Singapore's July core inflation highest in nearly four years

Singapore's July core inflation highest in nearly four years

People Orchard Road walking
Pedestrians cross a street at the Orchard Road shopping district in Singapore. (Photo: AFP/Roslan Rahman)  

SINGAPORE: Singapore's core consumer price index (CPI) rose at its fastest pace in nearly four years in July in year-on-year terms, due to higher electricity and gas costs, data showed on Thursday (Aug 23).

Core CPI in July rose 1.9 per cent from a year earlier, faster than the 1.7 per cent rise in the previous month. The median forecast in a Reuters poll was also for a 1.7 per cent rise.

This is the highest since August 2014, when core inflation rose to 2 per cent from the year earlier.

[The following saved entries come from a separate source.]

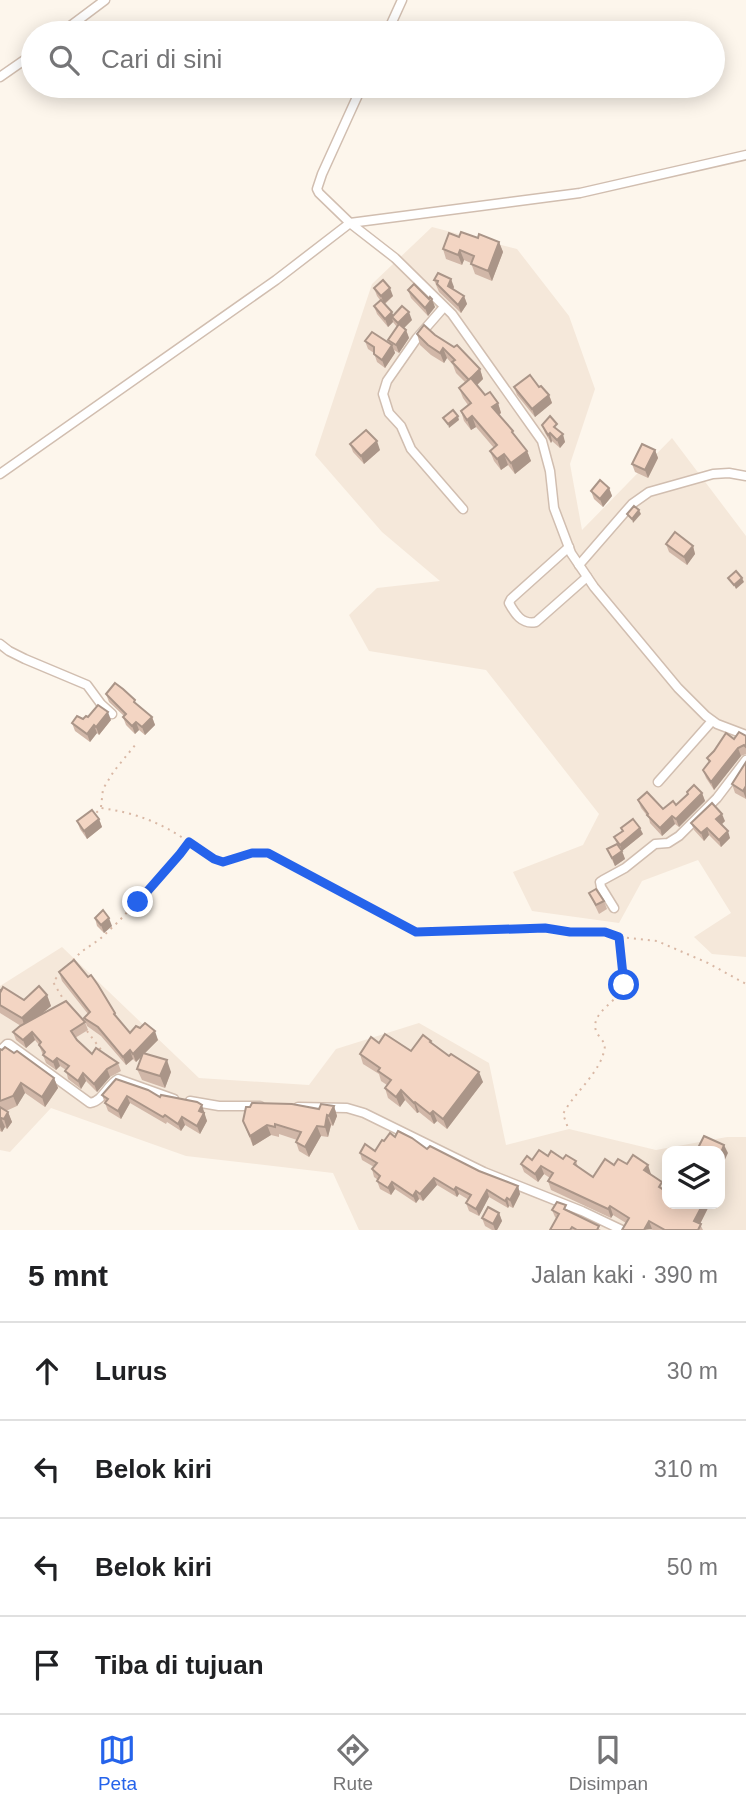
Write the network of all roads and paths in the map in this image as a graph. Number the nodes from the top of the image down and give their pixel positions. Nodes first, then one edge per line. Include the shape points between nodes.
1 (104, 0) edge
2 (402, 0) edge
3 (77, 21) edge
4 (392, 21) edge
5 (21, 63) edge
6 (0, 78) edge
7 (357, 98) edge
8 (746, 155) edge
9 (350, 223) junction
10 (444, 307) junction
11 (0, 474) edge
12 (746, 476) edge
13 (463, 509) dead end
14 (569, 547) junction
15 (579, 565) junction
16 (587, 577) junction
17 (0, 644) edge
18 (112, 714) dead end
19 (712, 721) junction
20 (746, 735) edge
21 (136, 744) dead end
22 (746, 760) edge
23 (658, 782) dead end
24 (101, 808) junction
25 (92, 816) edge
26 (189, 842) junction
27 (614, 908) dead end
28 (619, 937) junction
29 (746, 984) edge
30 (65, 1003) edge
31 (88, 1032) dead end
32 (0, 1051) edge
33 (111, 1062) edge
34 (267, 1106) edge
35 (290, 1107) edge
36 (568, 1128) dead end
37 (622, 1230) edge

1 - 3 street
2 - 4 street
5 - 6 street
7 - 9 street via 317,189
8 - 9 street via 580,192
9 - 10 street via 395,258
9 - 11 street
10 - 13 street via 417,338 383,394 411,449
10 - 14 street via 542,441 554,508
12 - 15 street via 713,474 649,492 632,504
14 - 15 street
14 - 16 street via 511,598 514,612 525,621 536,622
15 - 16 street
16 - 19 street via 678,688
17 - 18 street via 87,685
19 - 20 street
19 - 23 street
21 - 24 path via 103,789
22 - 27 street via 679,836 655,844 600,882
24 - 25 path
24 - 26 path via 142,816
26 - 28 path via 223,862 268,853 416,932 545,928
26 - 30 path via 120,921 54,980
28 - 29 path via 657,941
28 - 36 path via 624,985 595,1024 605,1051 563,1114
31 - 33 path
32 - 34 street via 9,1044 90,1102 118,1079 174,1099 219,1106
35 - 37 street via 347,1108 364,1113 484,1172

"This reflects an upward revision in electricity tariffs in July following the pickup in global oil prices in the preceding quarter," the Monetary Authority of Singapore (MAS) and Ministry of Trade and Industry (MTI) said in a press release.

The cost of electricity and gas surged 12.7 per cent in July from the year earlier. In June, it rose 3.7 per cent.

Singapore's headline CPI, however, rose 0.6 per cent in July from a year earlier, in line with June's increase and slightly lower than the median forecast in a Reuters poll which called for a 0.7 per cent rise.

READ: Singapore's inflation rises to 0.6% year-on-year in June, highest in 7 months

In July, food inflation came in at 1.5 per cent, unchanged from the previous month.

Services inflation moderated to 1.5 per cent from 1.7 per cent in June. This was on account of smaller year-ago increases in the cost of education and healthcare services, as well as airfares and domestic services fees.

Private road transport costs fell 0.2 per cent, reversing the 0.4 per cent increase in June. This was due to a steeper year-ago drop in car prices alongside a decline in Certificate of Entitlement (COE) premiums, they added.

Accommodation costs slid 3 per cent in July - the same rate as in June. The pace of decline in housing rentals moderated, but the effect was offset by a smaller year-ago increase in the cost of housing maintenance and repairs.


Looking ahead, MAS and MTI said they expect imported inflation to rise mildly, due in part to the rally in global oil prices as well as an expected increase in global food commodity prices.

Domestic sources of inflation are also expected to increase alongside a faster pace of wage growth and a pickup in domestic demand.

“However, the extent of consumer price increases will remain moderate, as retail rents have stayed relatively subdued and firms’ pricing power may be constrained by market competition,” they said.

For the full year, MAS expects core inflation to rise gradually over the remaining months to average in the upper half of the 1 to 2 per cent forecast range. Similarly, headline inflation is projected to come within the upper half of the 0 to 1 per cent forecast range for the full year.

READ: Government will do its part to alleviate concerns about cost of living, says PM Lee

"With Brent crude oil prices moving higher, the risk is biased towards higher, rather than lower, inflationary environment in Singapore in the months ahead," said UOB economist Francis Tan.

"Cost-push type of inflation - rather than a demand-pull type of inflation - due to higher international oil prices will only mean lower purchasing power for Singaporeans," he added.

Dr Tan Khay Boon, senior lecturer at SIM Global Education, added that while overall inflation is edging upwards marginally and is not alarming at this stage, there are concerns that healthcare and education costs are rising, making them less affordable for lower-income households. 

"The higher core inflation relative to headline inflation also means that inflation pressure is increasingly real to households, and this has arisen from higher costs in utilities and transport which are in turn due to higher food and oil prices," he added.

Meanwhile, UOB's Mr Tan said that with MAS keeping its inflation expectations unchanged and ongoing trade concerns potentially slowing down global economic growth in the months ahead, the central bank is likely to remain cautious and maintain its current monetary policy stance.